_Goal of the exercise_
A line qualifies if it holds the string "Bleachfield". Copy every qualifying line from the records.

Dataset entries:
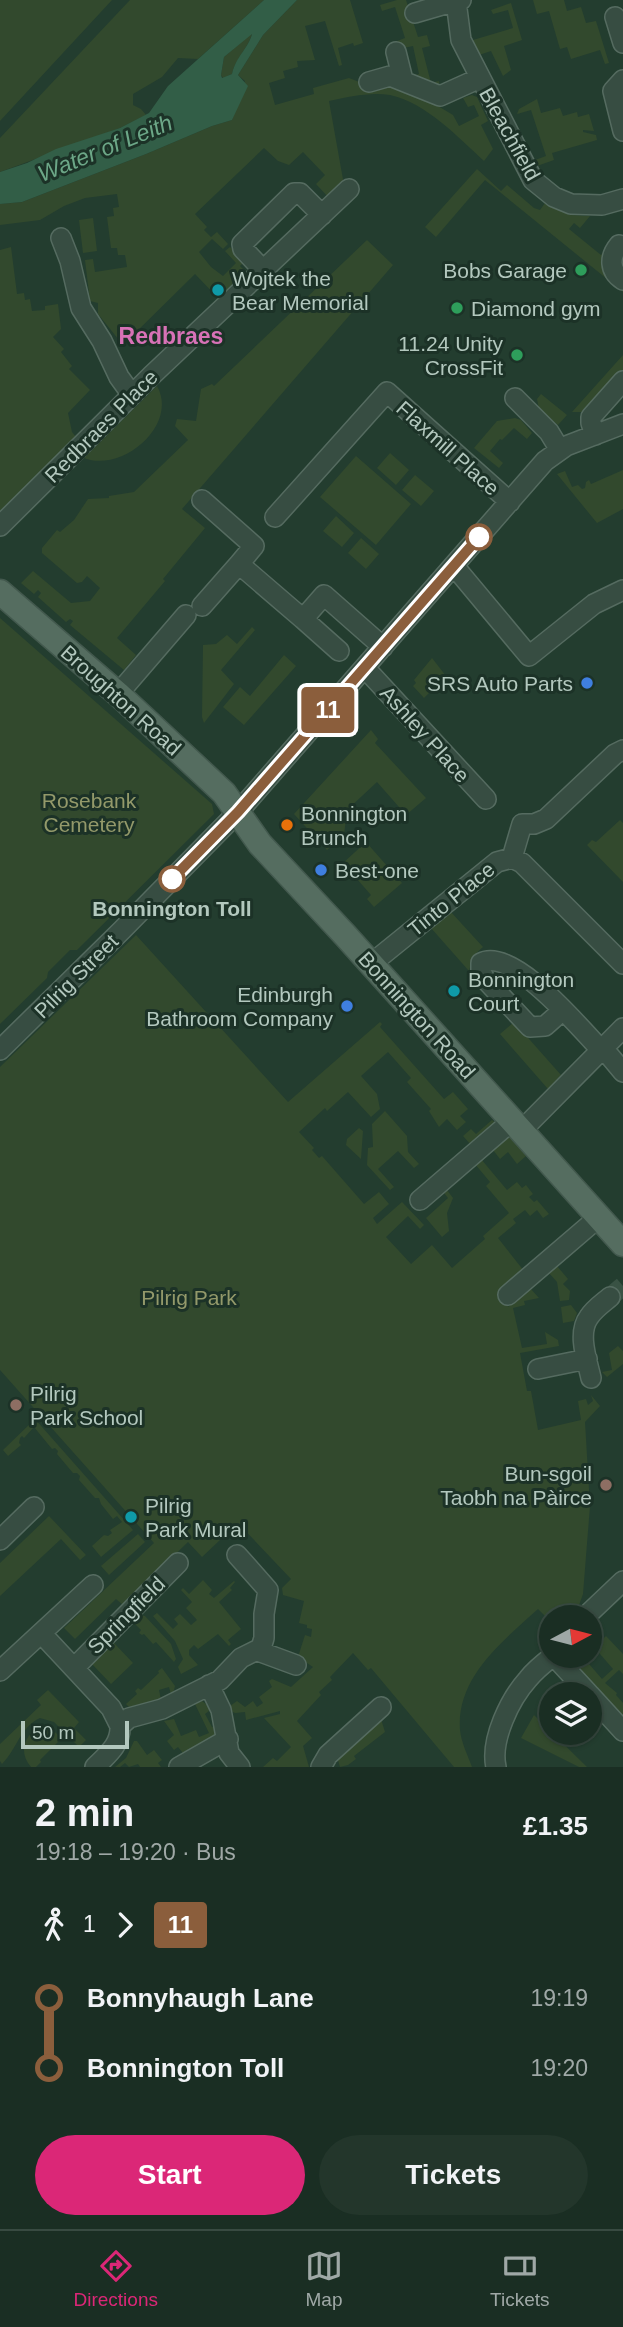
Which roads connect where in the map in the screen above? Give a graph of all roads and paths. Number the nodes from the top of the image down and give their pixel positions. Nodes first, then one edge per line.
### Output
1 (458, 1) edge
2 (415, 13) dead end
3 (615, 17) dead end
4 (623, 43) edge
5 (396, 52) dead end
6 (480, 78) junction
7 (403, 80) junction
8 (623, 80) edge
9 (369, 82) dead end
10 (623, 131) edge
11 (349, 189) dead end
12 (623, 199) edge
13 (321, 215) junction
14 (61, 238) dead end
15 (619, 246) dead end
16 (264, 270) junction
17 (623, 280) edge
18 (623, 382) edge
19 (132, 396) junction
20 (515, 398) dead end
21 (623, 424) edge
22 (595, 435) junction
23 (561, 450) junction
24 (202, 500) dead end
25 (510, 502) junction
26 (275, 517) dead end
27 (0, 526) edge
28 (239, 564) junction
29 (454, 566) junction
30 (623, 590) edge
31 (0, 592) edge
32 (303, 619) junction
33 (383, 647) junction
34 (339, 651) dead end
35 (365, 668) junction
36 (118, 694) junction
37 (623, 750) edge
38 (486, 799) dead end
39 (238, 812) junction
40 (512, 858) junction
41 (371, 964) junction
42 (623, 964) edge
43 (563, 1010) dead end
44 (623, 1027) edge
45 (602, 1049) junction
46 (0, 1050) edge
47 (623, 1072) edge
48 (517, 1125) junction
49 (420, 1200) dead end
50 (599, 1217) junction
51 (623, 1244) edge
52 (508, 1295) dead end
53 (610, 1297) tunnel mouth
54 (537, 1369) dead end
55 (34, 1507) dead end
56 (0, 1540) edge
57 (237, 1555) dead end
58 (178, 1563) dead end
59 (623, 1581) edge
60 (93, 1585) dead end
61 (598, 1605) edge
62 (41, 1633) junction
63 (258, 1651) junction
64 (296, 1665) dead end
65 (74, 1668) junction
66 (539, 1668) edge
67 (564, 1668) edge
68 (0, 1671) edge
69 (578, 1682) edge
70 (209, 1685) junction
71 (602, 1708) edge
72 (371, 1712) dead end
73 (120, 1726) junction
74 (623, 1731) edge
75 (228, 1739) junction
76 (94, 1767) edge
77 (179, 1767) edge
78 (240, 1767) edge
79 (321, 1767) edge
80 (496, 1767) edge

1 - 2 street
1 - 6 street, Bleachfield
3 - 4 street
5 - 7 street
6 - 7 street
6 - 12 street, Bleachfield
7 - 9 street
8 - 10 street
11 - 13 street, Redbraes Place
13 - 16 street, Redbraes Place
13 - 16 street
14 - 19 street
15 - 17 street
16 - 19 street, Redbraes Place
18 - 22 street
19 - 27 street, Redbraes Place
20 - 23 street
21 - 22 street, Pilrig Street
22 - 23 street, Pilrig Street
23 - 25 street, Pilrig Street
24 - 28 street
25 - 26 street, Flaxmill Place
25 - 29 street, Pilrig Street
28 - 32 street
28 - 36 street
29 - 30 street
29 - 33 street, Pilrig Street
31 - 36 main road, Broughton Road
32 - 33 street
32 - 34 street
33 - 35 street, Pilrig Street
35 - 38 street, Ashley Place
35 - 39 street, Pilrig Street
36 - 39 main road, Broughton Road
37 - 40 street
39 - 41 main road, Bonnington Road
39 - 46 street, Pilrig Street
40 - 41 street, Tinto Place
40 - 42 street, Tinto Place
41 - 48 main road, Bonnington Road
43 - 45 street
44 - 45 street
45 - 47 street
45 - 48 street
48 - 49 street
48 - 50 main road, Bonnington Road
50 - 51 main road, Bonnington Road
50 - 52 street
53 - 54 street
55 - 56 street
57 - 63 street
58 - 65 street, Springfield
59 - 61 street
60 - 62 street
62 - 65 street, Springfield
62 - 68 street
63 - 64 street
63 - 70 street
65 - 73 street, Springfield
66 - 80 street
67 - 69 street
70 - 73 street
70 - 75 street
71 - 74 street
72 - 79 street
73 - 76 street
75 - 77 street
75 - 78 street

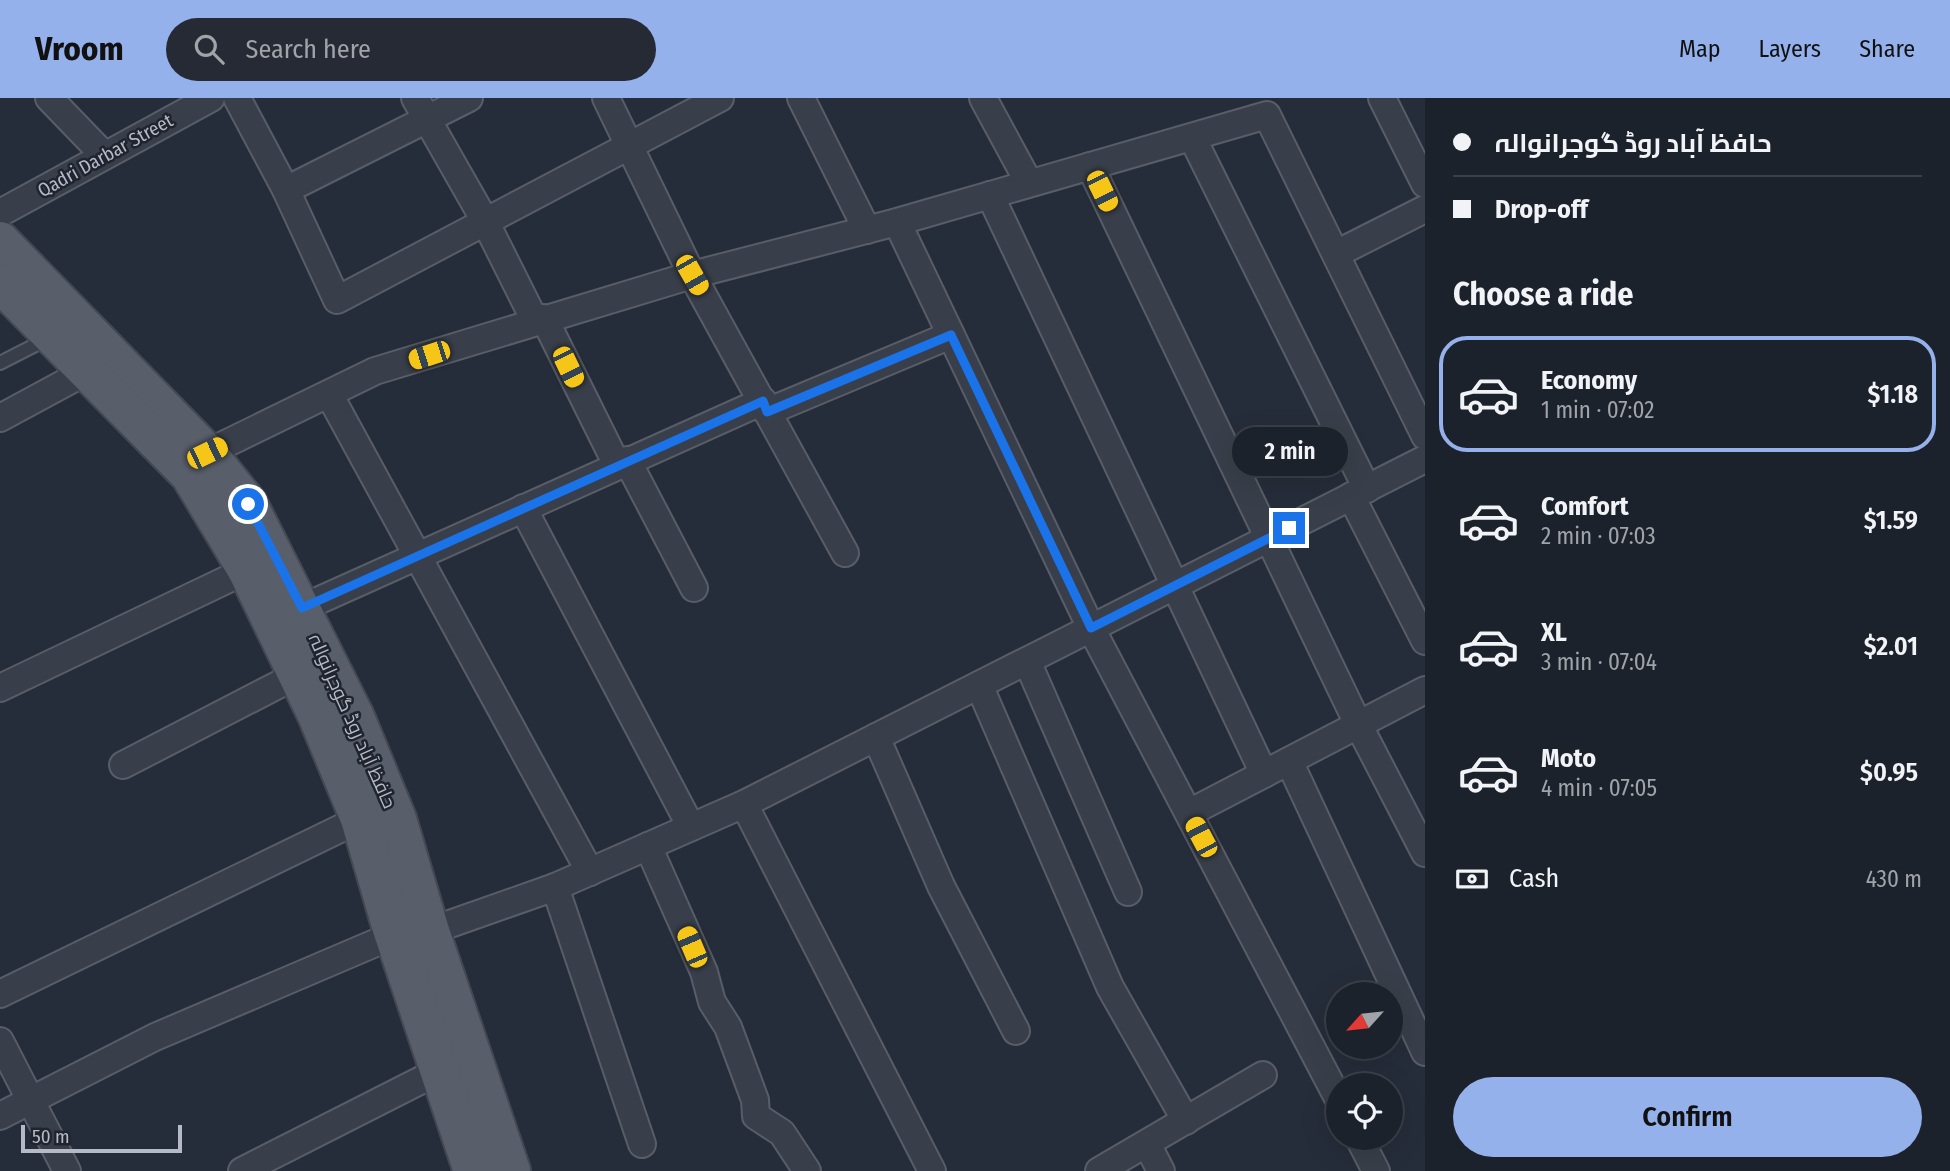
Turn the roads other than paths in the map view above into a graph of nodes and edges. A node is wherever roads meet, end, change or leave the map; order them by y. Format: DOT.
graph roads {
  1 [pos="49,98"];
  2 [pos="211,98"];
  3 [pos="237,98"];
  4 [pos="469,98"];
  5 [pos="606,98"];
  6 [pos="720,98"];
  7 [pos="801,98"];
  8 [pos="984,98"];
  9 [pos="1382,98"];
  10 [pos="1262,107"];
  11 [pos="421,109"];
  12 [pos="1192,137"];
  13 [pos="629,144"];
  14 [pos="103,154"];
  15 [pos="1090,166"];
  16 [pos="1029,183"];
  17 [pos="1425,184"];
  18 [pos="286,190"];
  19 [pos="990,195"];
  20 [pos="1425,209"];
  21 [pos="0,213"];
  22 [pos="485,221"];
  23 [pos="897,222"];
  24 [pos="867,230"];
  25 [pos="0,241"];
  26 [pos="1336,254"];
  27 [pos="692,275"];
  28 [pos="2,289"];
  29 [pos="539,320"];
  30 [pos="951,335"];
  31 [pos="52,336"];
  32 [pos="0,363"];
  33 [pos="87,371"];
  34 [pos="329,394"];
  35 [pos="765,406"];
  36 [pos="0,418"];
  37 [pos="1425,436"];
  38 [pos="207,453"];
  39 [pos="1425,459"];
  40 [pos="622,463"];
  41 [pos="1359,492"];
  42 [pos="523,508"];
  43 [pos="1269,538"];
  44 [pos="845,553"];
  45 [pos="418,556"];
  46 [pos="247,570"];
  47 [pos="1173,586"];
  48 [pos="694,588"];
  49 [pos="302,608"];
  50 [pos="1091,628"];
  51 [pos="1425,641"];
  52 [pos="1027,661"];
  53 [pos="297,675"];
  54 [pos="979,685"];
  55 [pos="0,688"];
  56 [pos="1425,690"];
  57 [pos="1359,724"];
  58 [pos="876,737"];
  59 [pos="1289,761"];
  60 [pos="123,765"];
  61 [pos="1264,774"];
  62 [pos="744,804"];
  63 [pos="1189,813"];
  64 [pos="359,819"];
  65 [pos="691,827"];
  66 [pos="648,846"];
  67 [pos="1425,853"];
  68 [pos="590,872"];
  69 [pos="555,887"];
  70 [pos="1128,892"];
  71 [pos="412,933"];
  72 [pos="0,994"];
  73 [pos="1016,1031"];
  74 [pos="0,1041"];
  75 [pos="1425,1052"];
  76 [pos="439,1071"];
  77 [pos="1263,1075"];
  78 [pos="1326,1075"];
  79 [pos="31,1100"];
  80 [pos="0,1116"];
  81 [pos="1186,1121"];
  82 [pos="642,1144"];
  83 [pos="1147,1144"];
  84 [pos="1365,1150"];
  85 [pos="67,1171"];
  86 [pos="242,1171"];
  87 [pos="473,1171"];
  88 [pos="511,1171"];
  89 [pos="807,1171"];
  90 [pos="932,1171"];
  91 [pos="1099,1171"];
  92 [pos="1161,1171"];
  93 [pos="1376,1171"];
  1 -- 14 [label="street"];
  2 -- 14 [label="street, Qadri Darbar Street"];
  3 -- 18 [label="street"];
  4 -- 11 [label="street"];
  5 -- 13 [label="street"];
  6 -- 13 [label="street"];
  7 -- 24 [label="street"];
  8 -- 16 [label="street"];
  9 -- 17 [label="street"];
  10 -- 12 [label="street"];
  10 -- 26 [label="street"];
  11 -- 18 [label="street"];
  11 -- 22 [label="street"];
  12 -- 15 [label="street"];
  12 -- 41 [label="street"];
  13 -- 22 [label="street"];
  13 -- 27 [label="street"];
  14 -- 21 [label="street, Qadri Darbar Street"];
  15 -- 16 [label="street"];
  15 -- 43 [label="street"];
  16 -- 19 [label="street"];
  18 -- 22 [label="street"];
  19 -- 23 [label="street"];
  19 -- 47 [label="street"];
  20 -- 26 [label="street"];
  22 -- 29 [label="street"];
  23 -- 24 [label="street"];
  23 -- 30 [label="street"];
  24 -- 27 [label="street"];
  25 -- 38 [label="main road, حافظ آباد روڈ گوجرانوالہ"];
  26 -- 37 [label="street"];
  27 -- 29 [label="street"];
  27 -- 35 [label="street"];
  28 -- 31 [label="main road, حافظ آباد روڈ گوجرانوالہ"];
  29 -- 34 [label="street"];
  29 -- 40 [label="street"];
  30 -- 35 [label="street"];
  30 -- 50 [label="street"];
  31 -- 32 [label="lane"];
  31 -- 33 [label="main road, حافظ آباد روڈ گوجرانوالہ"];
  33 -- 36 [label="street"];
  33 -- 46 [label="main road, حافظ آباد روڈ گوجرانوالہ"];
  34 -- 38 [label="street"];
  34 -- 45 [label="street"];
  35 -- 40 [label="street"];
  35 -- 44 [label="street"];
  38 -- 49 [label="main road, حافظ آباد روڈ گوجرانوالہ"];
  39 -- 41 [label="street"];
  40 -- 42 [label="street"];
  40 -- 48 [label="street"];
  41 -- 43 [label="street"];
  41 -- 51 [label="street"];
  42 -- 45 [label="street"];
  42 -- 65 [label="street"];
  43 -- 47 [label="street"];
  43 -- 57 [label="street"];
  45 -- 49 [label="street"];
  45 -- 68 [label="street"];
  46 -- 53 [label="main road, حافظ آباد روڈ گوجرانوالہ"];
  46 -- 55 [label="street"];
  47 -- 50 [label="street"];
  47 -- 61 [label="street"];
  49 -- 71 [label="main road, حافظ آباد روڈ گوجرانوالہ"];
  50 -- 52 [label="street"];
  50 -- 63 [label="street"];
  52 -- 54 [label="street"];
  52 -- 70 [label="street"];
  53 -- 60 [label="street"];
  53 -- 64 [label="main road, حافظ آباد روڈ گوجرانوالہ"];
  54 -- 58 [label="street"];
  54 -- 81 [label="street"];
  56 -- 57 [label="street"];
  57 -- 59 [label="street"];
  57 -- 67 [label="street"];
  58 -- 62 [label="street"];
  58 -- 73 [label="street"];
  59 -- 61 [label="street"];
  59 -- 75 [label="street"];
  61 -- 63 [label="street"];
  62 -- 65 [label="street"];
  62 -- 90 [label="street"];
  63 -- 78 [label="street"];
  64 -- 71 [label="main road, حافظ آباد روڈ گوجرانوالہ"];
  64 -- 72 [label="street"];
  65 -- 66 [label="street"];
  66 -- 68 [label="street"];
  66 -- 89 [label="street"];
  68 -- 69 [label="street"];
  69 -- 71 [label="street"];
  69 -- 82 [label="street"];
  71 -- 76 [label="main road, حافظ آباد روڈ گوجرانوالہ"];
  71 -- 79 [label="street"];
  71 -- 88 [label="main road, حافظ آباد روڈ گوجرانوالہ"];
  74 -- 79 [label="street"];
  76 -- 86 [label="street"];
  76 -- 87 [label="main road, حافظ آباد روڈ گوجرانوالہ"];
  77 -- 81 [label="street"];
  79 -- 80 [label="street"];
  79 -- 85 [label="street"];
  81 -- 83 [label="street"];
  83 -- 91 [label="street"];
  83 -- 92 [label="street"];
  84 -- 93 [label="street"];
}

_Exercise response_
1 - 6 street, Bleachfield
6 - 12 street, Bleachfield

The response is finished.